# Crema...let's talk about it!



## DoubleShot (Apr 23, 2014)

We're all familiar with it but how many of us actually know what it is, what causes it to form and why do certain beans produce far more of it than others?

Today, I witnessed crema the likes I've not seen before from a shot that I've pulled. These beans were roasted on 1st September, so almost three weeks after roast date today and so wasn't expecting what I saw or tasted.

Videos and photos, which still don't quite capture the thick dessert type texture and sheer volume of crema in the cup.






Resembled a pint of the black stuff aka Guiness!


----------



## Mrboots2u (May 10, 2013)

What was the coffee ?


----------



## Mrboots2u (May 10, 2013)

One perspective on crema


----------



## YerbaMate170 (Jun 15, 2015)

I'm #TeamBrewed so crema at home doesn't exist unfortunately. I did, however once watch a video of a guy who swore he managed to get "crema" out of an aeropress...


----------



## jeebsy (May 5, 2013)

Mrboots2u said:


> One perspective on crema


Roboosta


----------



## Jumbo Ratty (Jan 12, 2015)

Epic looking crema !

I happen to like the taste of crema and find it looks appealing in the cup.

Maybe thats because I like lager and if it's flat and has no head I dont like it, maybe


----------



## Dylan (Dec 5, 2011)

Have you tried pulling a shot of Monsoon Malabar?

The crema from that coffee is insane, can barely get 25g into a shot glass before it starts overflowing. Cant say I enjoy the coffee all that much however, and as has been said many a time if you ever scoop off the crema and taste it by itself it is not a nice experience.

I think I remember someone mentioning a while back that there was an episode on HB where a few were advocating scooping off the crema from the shot.


----------



## cold war kid (Mar 12, 2010)

15 seconds before it flows, then over a 50 second extraction.
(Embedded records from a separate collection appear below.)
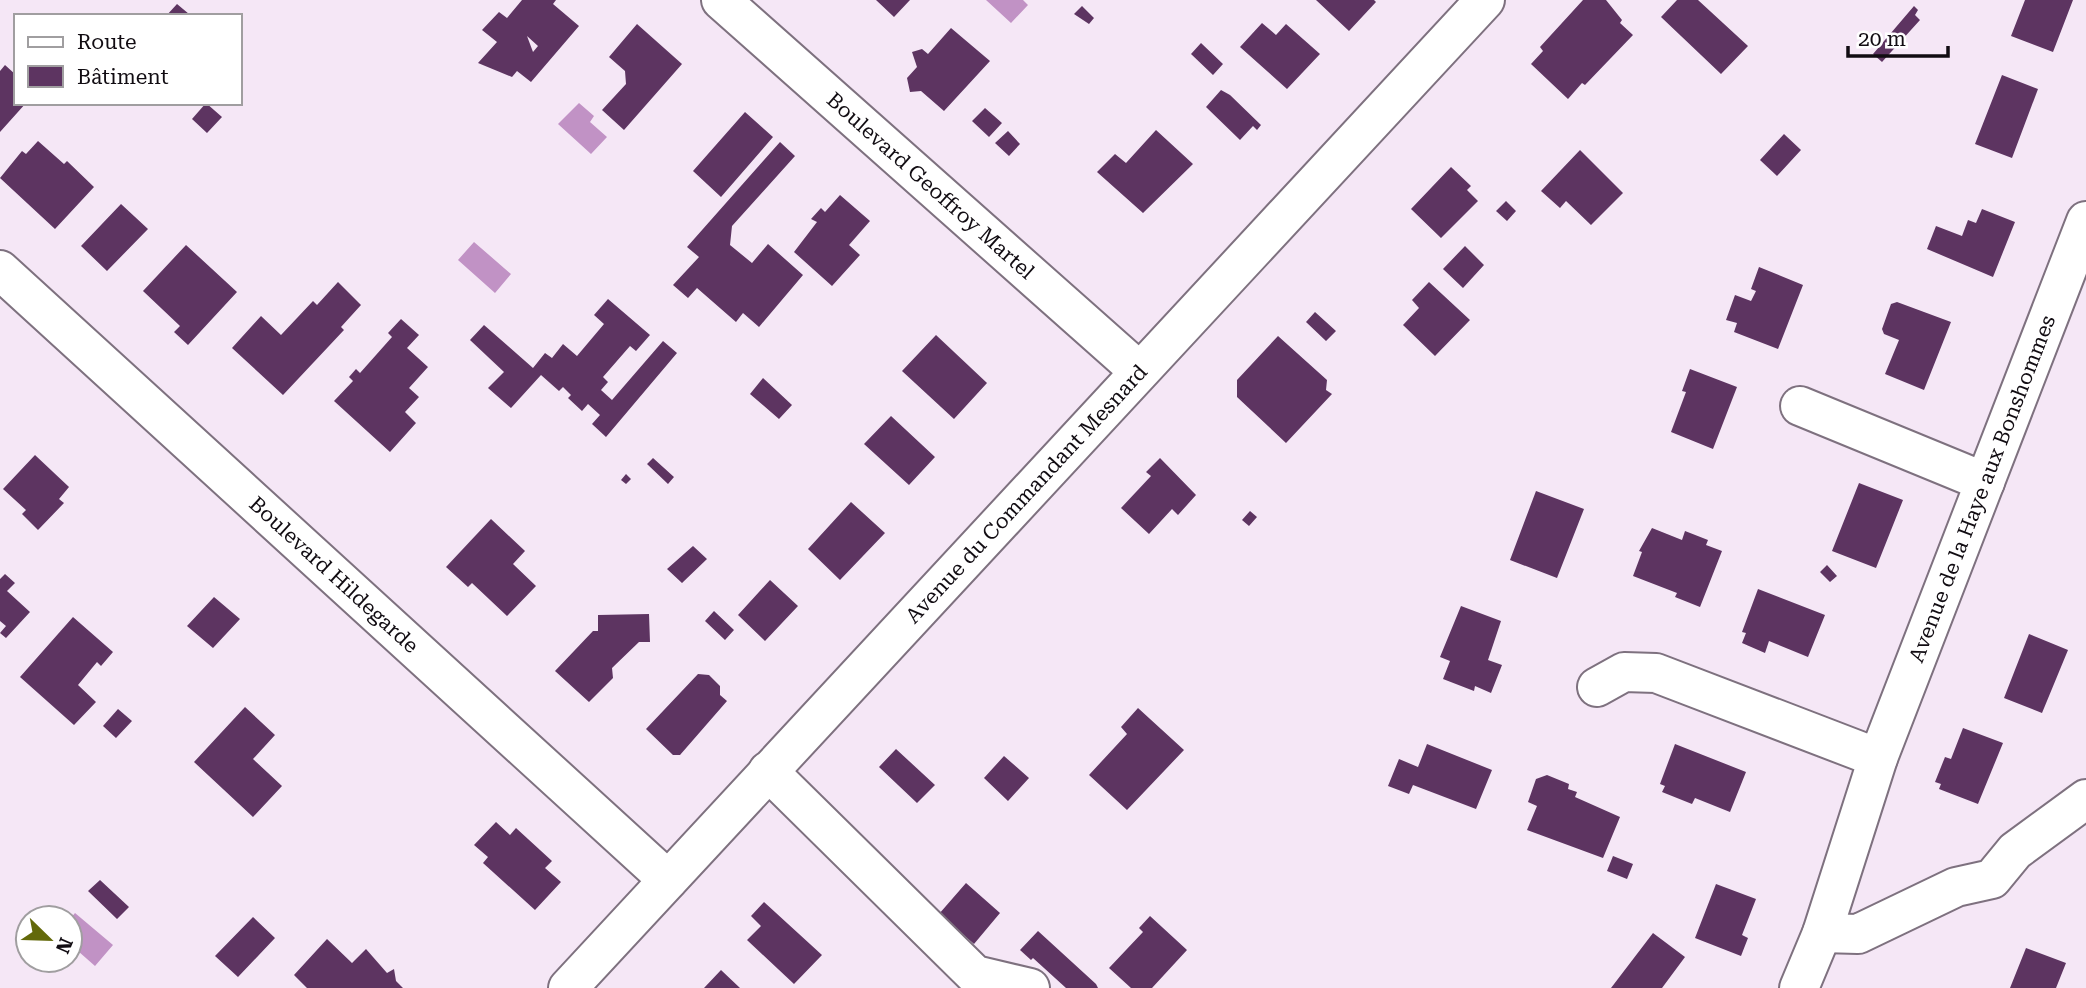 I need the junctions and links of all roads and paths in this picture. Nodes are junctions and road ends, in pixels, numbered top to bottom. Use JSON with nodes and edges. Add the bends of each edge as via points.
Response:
{"nodes":[{"id":1,"x":721,"y":0,"type":"edge"},
{"id":2,"x":1485,"y":0,"type":"edge"},
{"id":3,"x":2086,"y":221,"type":"edge"},
{"id":4,"x":0,"y":270,"type":"edge"},
{"id":5,"x":1139,"y":371,"type":"junction"},
{"id":6,"x":1800,"y":406,"type":"dead end"},
{"id":7,"x":1985,"y":482,"type":"junction"},
{"id":8,"x":1597,"y":687,"type":"dead end"},
{"id":9,"x":1878,"y":758,"type":"junction"},
{"id":10,"x":768,"y":771,"type":"junction"},
{"id":11,"x":2086,"y":799,"type":"edge"},
{"id":12,"x":668,"y":880,"type":"junction"},
{"id":13,"x":1822,"y":933,"type":"junction"},
{"id":14,"x":568,"y":988,"type":"edge"},
{"id":15,"x":1030,"y":988,"type":"edge"},
{"id":16,"x":1799,"y":988,"type":"edge"}],
"edges":[{"from":1,"to":5,"type":"street","name":"Boulevard Geoffroy Martel"},
{"from":2,"to":5,"type":"street","name":"Avenue du Commandant Mesnard"},
{"from":3,"to":7,"type":"street","name":"Avenue de la Haye aux Bonshommes"},
{"from":4,"to":12,"type":"street","name":"Boulevard Hildegarde"},
{"from":5,"to":10,"type":"street","name":"Avenue du Commandant Mesnard"},
{"from":6,"to":7,"type":"street"},
{"from":7,"to":9,"type":"street","name":"Avenue de la Haye aux Bonshommes"},
{"from":8,"to":9,"type":"street","via":[[1624,672],[1656,673]]},
{"from":9,"to":13,"type":"street","name":"Avenue de la Haye aux Bonshommes"},
{"from":10,"to":12,"type":"street","name":"Avenue du Commandant Mesnard"},
{"from":10,"to":15,"type":"street","via":[[975,975]]},
{"from":11,"to":13,"type":"street","via":[[2015,851],[1992,879],[1956,887],[1858,934]]},
{"from":12,"to":14,"type":"street","name":"Avenue du Commandant Mesnard"},
{"from":13,"to":16,"type":"street","name":"Avenue de la Haye aux Bonshommes"}]}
What did it taste like?


----------



## Phil104 (Apr 15, 2014)

Or stirring the crema into the cup - I never used to do this until recently when I was encouraged to do so by a barista in Workshop so that the first taste of the espresso isn't influenced by the content of the crema.


----------



## DoubleShot (Apr 23, 2014)

I did not weigh or time the shot nor drink it. Just wanted to show the epic crema via photos and a video to see what others thought.

Haven't drank much neat espresso but have always stirred it prior to drinking after being told that is the done thing.


----------



## Beanosaurus (Jun 4, 2014)

Crema is pretty, but it tastes quite sh**y!
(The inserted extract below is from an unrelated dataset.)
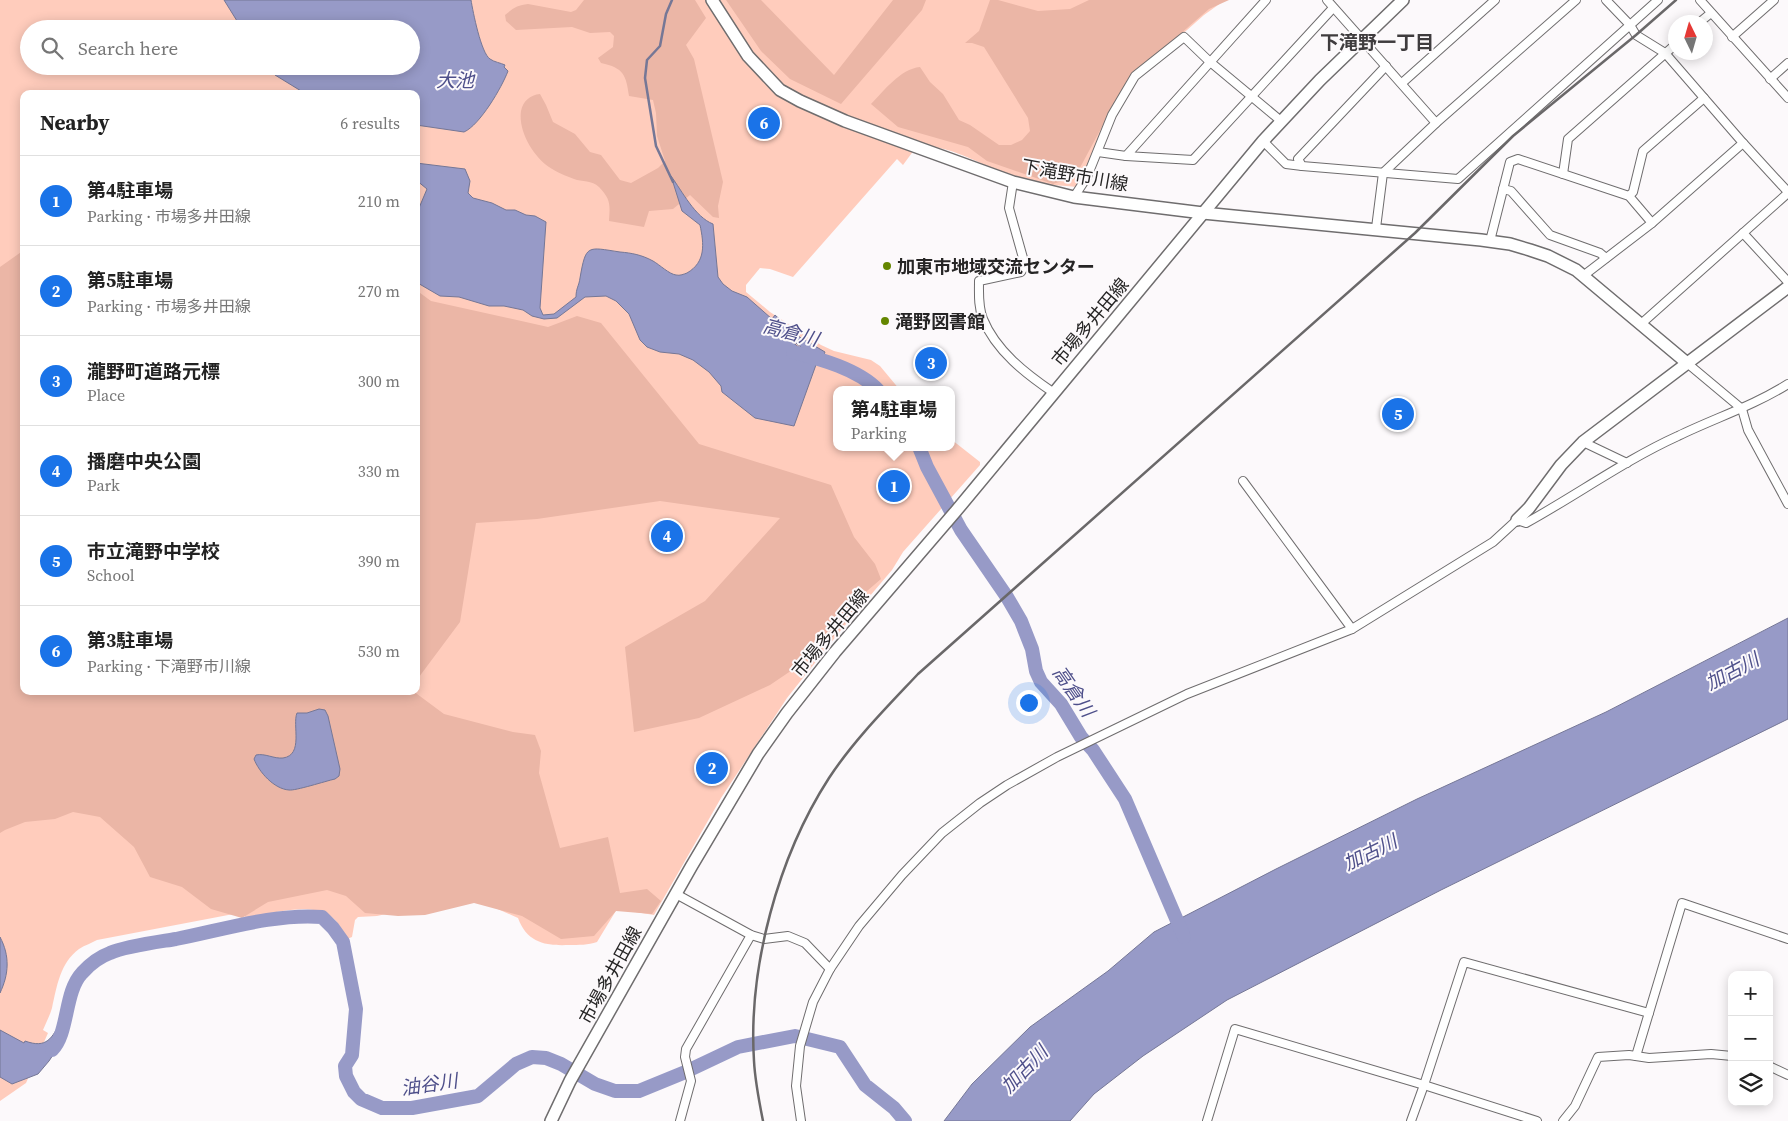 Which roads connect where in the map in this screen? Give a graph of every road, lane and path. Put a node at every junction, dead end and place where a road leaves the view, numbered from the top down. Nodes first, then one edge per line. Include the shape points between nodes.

I used to think for a long time that gorgeous looking crema equated to a good shot, but as I discovered more about extraction it became apparent that the as the taste in the cup improved the crema didn't have any bearing on it whatsoever.

Nowadays when I have an espresso I often use a spoon to peel back the crema before sipping.

Not always though, because it does contribute to mouthfeel and sensory experience.


----------



## DoubleShot (Apr 23, 2014)

Beanosaurus said:


> Crema is pretty, but it tastes quite sh**y!
> 
> Nowadays when I have an espresso I often use a spoon to peel back the crema before sipping.


"Crema tastes like ass" - quote of the year! 

You training to become a judge for the next WBC?


----------



## DoubleShot (Apr 23, 2014)

Btw latte art was more than the usual challenge. Very, very difficult with this amount of ultra thick/dense crema.


----------



## Mrboots2u (May 10, 2013)

What did it taste like tho DS


----------



## urbanbumpkin (Jan 30, 2013)

I used to think it was a good sign of quality coffee. But now I think it's coffee garnish....looks good though.


----------



## Sk8-bizarre (Jan 22, 2015)

I don't get stirring it in. My logic goes why stir in a bit that you dislike into the part you do, won't the bad part taint the good or at least lessen the quality of the good.

I tend to leave my espresso a good while which allows the crema to thin out a bit again (this could mean it's just dissapating into the good bit again though, who knows) and then the first sip I try to sip underneath it which makes me laugh at myself.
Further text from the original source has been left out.